When Famous Shoes went to the campfire and announced that Kicking Wolf had been there, all the Texans put down their coffee cups and ran over to look at the tracks, bringing their rifles with them, as if they feared attack. They all looked around anxiously, but, of course, the llano was empty in all directions. Captain Call was vexed, but he had been vexed the whole way back because of the trouble with his boot heels. His boots were now so nearly useless that when they were in grassy country he often walked barefoot. On the worst of the walk the rangers had had to drink their own piss, a thing that bothered Captain Call less than the fact that Blue Duck's first shot had ruined his only boots.
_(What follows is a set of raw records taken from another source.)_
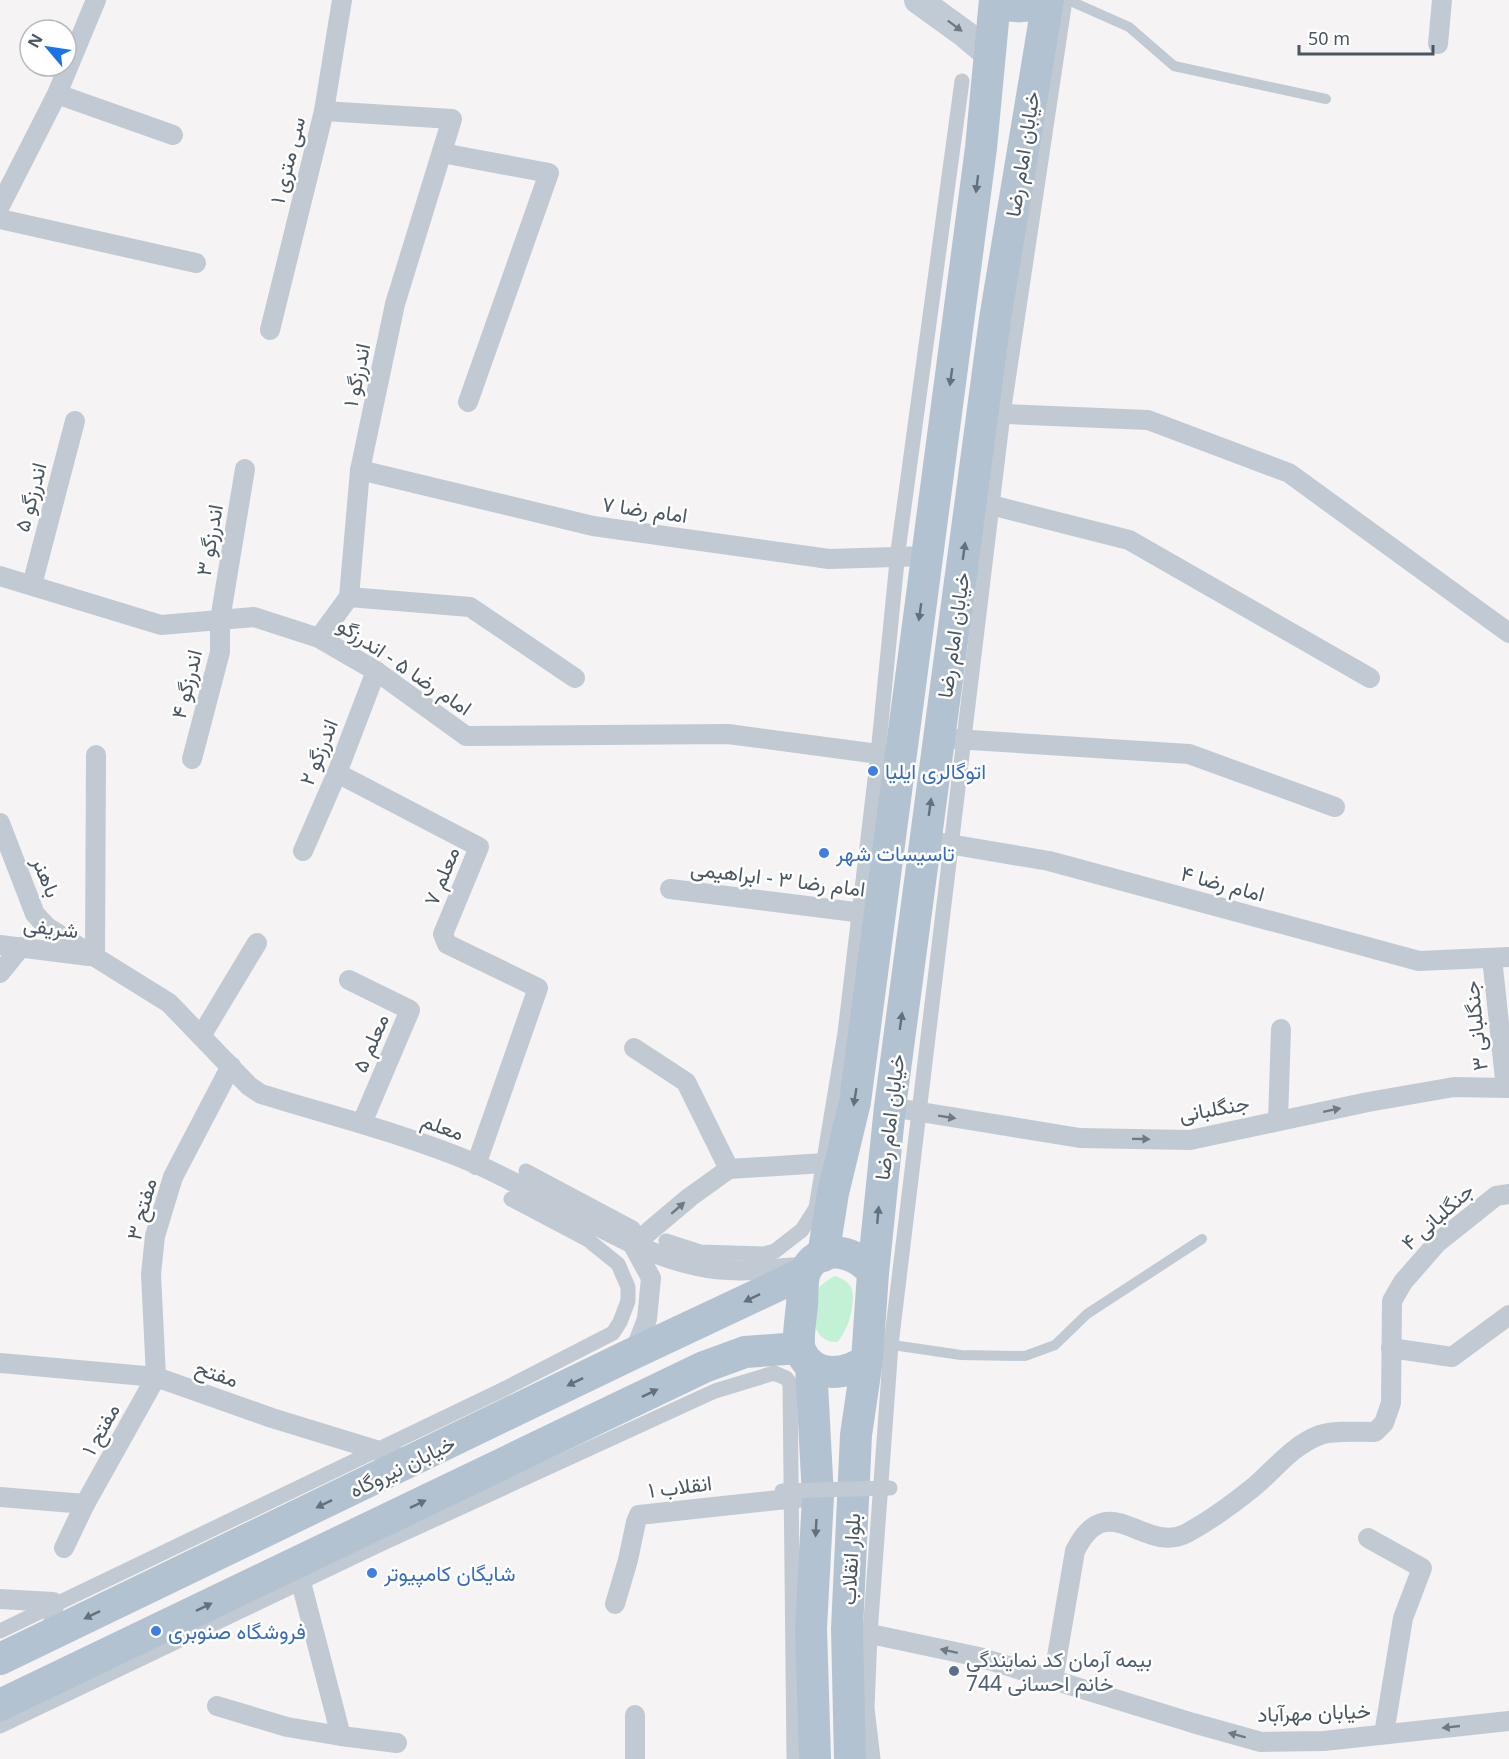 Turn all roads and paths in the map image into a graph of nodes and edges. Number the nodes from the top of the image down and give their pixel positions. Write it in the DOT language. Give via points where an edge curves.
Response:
graph roads {
  1 [pos="96,0"];
  2 [pos="342,0"];
  3 [pos="918,0"];
  4 [pos="997,0"];
  5 [pos="1040,0"];
  6 [pos="1048,0"];
  7 [pos="1066,0"];
  8 [pos="1442,0"];
  9 [pos="1438,44"];
  10 [pos="990,56"];
  11 [pos="1036,67"];
  12 [pos="962,81"];
  13 [pos="57,94"];
  14 [pos="1326,99"];
  15 [pos="324,111"];
  16 [pos="173,135"];
  17 [pos="981,148"];
  18 [pos="442,153"];
  19 [pos="0,206"];
  20 [pos="0,219"];
  21 [pos="196,263"];
  22 [pos="270,330"];
  23 [pos="468,402"];
  24 [pos="993,413"];
  25 [pos="75,421"];
  26 [pos="245,469"];
  27 [pos="360,470"];
  28 [pos="981,503"];
  29 [pos="928,556"];
  30 [pos="897,557"];
  31 [pos="0,576"];
  32 [pos="32,585"];
  33 [pos="349,597"];
  34 [pos="220,620"];
  35 [pos="1509,633"];
  36 [pos="319,638"];
  37 [pos="376,671"];
  38 [pos="575,678"];
  39 [pos="1370,678"];
  40 [pos="951,738"];
  41 [pos="96,755"];
  42 [pos="889,755"];
  43 [pos="192,759"];
  44 [pos="337,773"];
  45 [pos="1335,807"];
  46 [pos="0,824"];
  47 [pos="938,842"];
  48 [pos="303,851"];
  49 [pos="670,889"];
  50 [pos="869,914"];
  51 [pos="257,943"];
  52 [pos="0,945"];
  53 [pos="21,948"];
  54 [pos="95,957"];
  55 [pos="1501,958"];
  56 [pos="0,973"];
  57 [pos="349,980"];
  58 [pos="1281,1029"];
  59 [pos="201,1036"];
  60 [pos="634,1048"];
  61 [pos="231,1066"];
  62 [pos="1508,1088"];
  63 [pos="904,1109"];
  64 [pos="1278,1121"];
  65 [pos="362,1123"];
  66 [pos="477,1165"];
  67 [pos="834,1166"];
  68 [pos="729,1169"];
  69 [pos="526,1172"];
  70 [pos="882,1172"];
  71 [pos="1509,1194"];
  72 [pos="511,1199"];
  73 [pos="633,1237"];
  74 [pos="1202,1239"];
  75 [pos="666,1241"];
  76 [pos="811,1266"];
  77 [pos="873,1273"];
  78 [pos="1509,1315"];
  79 [pos="686,1330"];
  80 [pos="1391,1348"];
  81 [pos="875,1349"];
  82 [pos="633,1353"];
  83 [pos="805,1357"];
  84 [pos="0,1363"];
  85 [pos="704,1367"];
  86 [pos="156,1377"];
  87 [pos="815,1434"];
  88 [pos="856,1435"];
  89 [pos="376,1450"];
  90 [pos="412,1461"];
  91 [pos="890,1488"];
  92 [pos="797,1495"];
  93 [pos="0,1497"];
  94 [pos="85,1504"];
  95 [pos="1368,1538"];
  96 [pos="64,1548"];
  97 [pos="299,1573"];
  98 [pos="138,1593"];
  99 [pos="0,1599"];
  100 [pos="615,1604"];
  101 [pos="53,1620"];
  102 [pos="156,1630"];
  103 [pos="0,1631"];
  104 [pos="858,1631"];
  105 [pos="0,1659"];
  106 [pos="1053,1680"];
  107 [pos="0,1705"];
  108 [pos="217,1706"];
  109 [pos="635,1715"];
  110 [pos="1509,1721"];
  111 [pos="0,1726"];
  112 [pos="1384,1734"];
  113 [pos="341,1736"];
  114 [pos="397,1743"];
  115 [pos="1259,1750"];
  116 [pos="635,1759"];
  117 [pos="794,1759"];
  118 [pos="814,1759"];
  119 [pos="850,1759"];
  120 [pos="873,1759"];
  121 [pos="1272,1759"];
  1 -- 13 [label="street"];
  2 -- 15 [label="street, سی متری ۱"];
  3 -- 10 [label="main road, one-way"];
  4 -- 5 [label="main road" via="1015,6"];
  4 -- 10 [label="main road, خیابان امام رضا"];
  6 -- 11 [label="main road, خیابان امام رضا"];
  7 -- 14 [label="lane" via="1130,27 1174,66"];
  7 -- 24 [label="street"];
  8 -- 9 [label="street"];
  10 -- 17 [label="main road, خیابان امام رضا"];
  11 -- 17 [label="main road" via="1017,56 1006,58 1000,66"];
  11 -- 24 [label="main road, خیابان امام رضا" via="995,319"];
  12 -- 30 [label="street"];
  13 -- 16 [label="street"];
  13 -- 19 [label="street"];
  15 -- 18 [label="street, اندرزگو ۱" via="452,119"];
  15 -- 22 [label="street, سی متری ۱"];
  17 -- 29 [label="main road, خیابان امام رضا, one-way"];
  18 -- 23 [label="street" via="549,173"];
  18 -- 27 [label="street, اندرزگو ۱" via="395,304"];
  20 -- 21 [label="street"];
  24 -- 28 [label="main road, خیابان امام رضا"];
  24 -- 35 [label="street" via="1148,420 1289,473"];
  25 -- 32 [label="street, اندرزگو ۵"];
  26 -- 34 [label="street, اندرزگو ۳"];
  27 -- 30 [label="street, امام رضا ۷" via="593,526 829,559"];
  27 -- 33 [label="street, اندرزگو ۱"];
  28 -- 39 [label="street" via="1129,540"];
  28 -- 40 [label="main road, خیابان امام رضا"];
  29 -- 30 [label="street, امام رضا ۷"];
  29 -- 42 [label="main road, خیابان امام رضا, one-way"];
  30 -- 42 [label="street"];
  31 -- 32 [label="street, امام رضا ۵ - اندرزگو"];
  32 -- 34 [label="street, امام رضا ۵ - اندرزگو" via="161,625"];
  33 -- 36 [label="street"];
  33 -- 38 [label="street" via="470,607"];
  34 -- 36 [label="street, امام رضا ۵ - اندرزگو" via="254,617"];
  34 -- 43 [label="street, اندرزگو ۴" via="220,652"];
  36 -- 37 [label="street, امام رضا ۵ - اندرزگو"];
  37 -- 42 [label="street, امام رضا ۵ - اندرزگو" via="466,736 728,734"];
  37 -- 44 [label="street, اندرزگو ۲"];
  40 -- 45 [label="street" via="1189,754"];
  40 -- 47 [label="main road, خیابان امام رضا"];
  41 -- 54 [label="street"];
  42 -- 50 [label="main road, خیابان امام رضا"];
  44 -- 48 [label="street, اندرزگو ۲"];
  44 -- 66 [label="street, معلم ۷" via="479,847 443,934 447,944 538,988"];
  46 -- 54 [label="street, باهنر" via="35,914 47,927"];
  47 -- 55 [label="street, امام رضا ۴" via="1049,861 1419,961"];
  47 -- 63 [label="main road, خیابان امام رضا"];
  49 -- 50 [label="street, امام رضا ۳ - ابراهیمی"];
  50 -- 67 [label="main road, خیابان امام رضا" via="855,1102"];
  51 -- 59 [label="street"];
  52 -- 53 [label="street, شریفی"];
  53 -- 54 [label="street, شریفی"];
  53 -- 56 [label="street"];
  54 -- 59 [label="street, معلم" via="169,1003"];
  55 -- 62 [label="street, جنگلبانی ۳"];
  57 -- 65 [label="street, معلم ۵" via="410,1010"];
  58 -- 64 [label="street"];
  59 -- 61 [label="street, معلم"];
  60 -- 68 [label="street" via="686,1082"];
  61 -- 65 [label="street, معلم" via="261,1094"];
  61 -- 86 [label="street, مفتح ۳" via="173,1177 155,1236 151,1274"];
  64 -- 62 [label="street, جنگلبانی, one-way" via="1454,1087"];
  63 -- 64 [label="street, جنگلبانی, one-way" via="1080,1138 1190,1140"];
  63 -- 70 [label="main road, خیابان امام رضا"];
  63 -- 81 [label="street"];
  65 -- 66 [label="street, معلم"];
  66 -- 73 [label="street, معلم"];
  67 -- 68 [label="street"];
  67 -- 70 [label="main road" via="847,1179 860,1183"];
  67 -- 75 [label="street" via="802,1230 775,1251 721,1254"];
  67 -- 76 [label="main road, خیابان امام رضا"];
  73 -- 68 [label="street, one-way"];
  69 -- 73 [label="street"];
  77 -- 70 [label="main road, خیابان امام رضا, one-way"];
  71 -- 80 [label="street, جنگلبانی ۴" via="1496,1196 1437,1243 1403,1282 1392,1300"];
  72 -- 89 [label="street" via="587,1239 618,1264 628,1287 620,1322 613,1333"];
  73 -- 76 [label="street, معلم" via="699,1267 741,1270"];
  73 -- 82 [label="street" via="651,1278 647,1319"];
  74 -- 81 [label="lane" via="1087,1314 1055,1345 1026,1356"];
  76 -- 77 [label="main road" via="830,1253 847,1254 862,1261"];
  76 -- 79 [label="main road, خیابان نیروگاه, one-way"];
  76 -- 83 [label="main road, خیابان امام رضا"];
  77 -- 81 [label="main road, خیابان امام رضا"];
  78 -- 80 [label="street" via="1452,1357"];
  79 -- 82 [label="main road, خیابان نیروگاه"];
  79 -- 85 [label="main road" via="700,1337 704,1344"];
  80 -- 106 [label="street, جنگلبانی ۴" via="1391,1403 1384,1423 1375,1432 1321,1434 1293,1450 1256,1485 1184,1535 1163,1537 1106,1521 1093,1526 1075,1551"];
  81 -- 83 [label="main road, خیابان نیروگاه" via="858,1366 840,1372 830,1373"];
  81 -- 88 [label="main road, بلوار انقلاب"];
  81 -- 104 [label="street"];
  82 -- 90 [label="main road, خیابان نیروگاه, one-way"];
  83 -- 85 [label="main road, خیابان نیروگاه" via="745,1352"];
  83 -- 87 [label="main road, بلوار انقلاب"];
  84 -- 86 [label="street, مفتح"];
  97 -- 85 [label="main road, خیابان نیروگاه, one-way"];
  86 -- 89 [label="street, مفتح"];
  86 -- 94 [label="street, مفتح ۱"];
  87 -- 88 [label="main road" via="822,1421 836,1416 850,1422"];
  87 -- 92 [label="main road, بلوار انقلاب"];
  88 -- 104 [label="main road, بلوار انقلاب"];
  89 -- 90 [label="street, مفتح"];
  89 -- 101 [label="street"];
  90 -- 98 [label="main road, خیابان نیروگاه, one-way"];
  91 -- 92 [label="street, bridge"];
  92 -- 97 [label="street" via="790,1383 774,1373 715,1390 381,1544"];
  92 -- 100 [label="street, انقلاب ۱" via="639,1515"];
  92 -- 117 [label="street"];
  92 -- 118 [label="main road, بلوار انقلاب, one-way" via="811,1628"];
  93 -- 94 [label="street"];
  94 -- 96 [label="street, مفتح ۱"];
  95 -- 112 [label="street" via="1422,1568 1403,1618"];
  102 -- 97 [label="main road, خیابان نیروگاه, one-way"];
  97 -- 111 [label="street"];
  97 -- 113 [label="street"];
  98 -- 101 [label="main road, خیابان نیروگاه, one-way"];
  98 -- 102 [label="main road"];
  99 -- 101 [label="street" via="52,1602"];
  101 -- 103 [label="street"];
  101 -- 105 [label="main road, خیابان نیروگاه"];
  102 -- 107 [label="main road, خیابان نیروگاه"];
  106 -- 104 [label="street, خیابان مهرآباد, one-way" via="979,1657"];
  104 -- 119 [label="main road, بلوار انقلاب"];
  104 -- 120 [label="street"];
  115 -- 106 [label="street, خیابان مهرآباد, one-way"];
  108 -- 113 [label="street" via="287,1727"];
  109 -- 116 [label="street"];
  110 -- 112 [label="street, خیابان مهرآباد, one-way"];
  112 -- 115 [label="street, خیابان مهرآباد"];
  113 -- 114 [label="street"];
  115 -- 121 [label="street"];
}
Fortunately they were only two days from the Brazos now and would not have to drink their own piss again. Far to the south, thunderclouds rumbled--the rain might soon fill the many little declivities that dotted the llano, turning them into temporary water holes.
'Well, I swear,' Pea Eye said, looking at the tracks. 'A man was here but he didn't take the mule.' The sight of the footprints made him nervous, though. A Comanche had come close enough to kill, and no one had heard him. It was a scary thing, just as scary as it had been the first time he journeyed onto the plain.
'Didn't take it and I'm glad,' Deets said, for he was very fond of his brown mule, the only animal, after all, to survive their trip --the other horses had either starved or been shot.
Augustus took his hat off and scratched his head, amused by what he saw--even though it was a dark joke. After the walk they had had, any joke seemed better than none, to him.
'Why, he turned up his nose at our mule, old Kicking Wolf,' he said.
Call didn't find it amusing. He would have liked to chase the man--it seemed that half his life had been spent chasing Kicking Wolf--but he had only a tired mule to chase him on. The rain clouds hovering to the south had been dancing away from them for a week; the Brazos River, still a full two days to the south, might have to be their salvation, as it had been for many travellers.
Once again he had to carry with him, on a long trip home, a sense of incompletion. They had travelled a long way, hung ten bandits, but missed their leader, Blue Duck, murderer of his own father, and many others besides.
Augustus, though, would not be denied his amusement.
'How's this for a scandal, Woodrow?' he said.
'We didn't get our man, and now we've sunk so low that a Comanche won't even steal our mule. I guess that means the fun's over.' 'It may be over but it wasn't fun,' Call said, looking at the long dry distance that still waited to be crossed.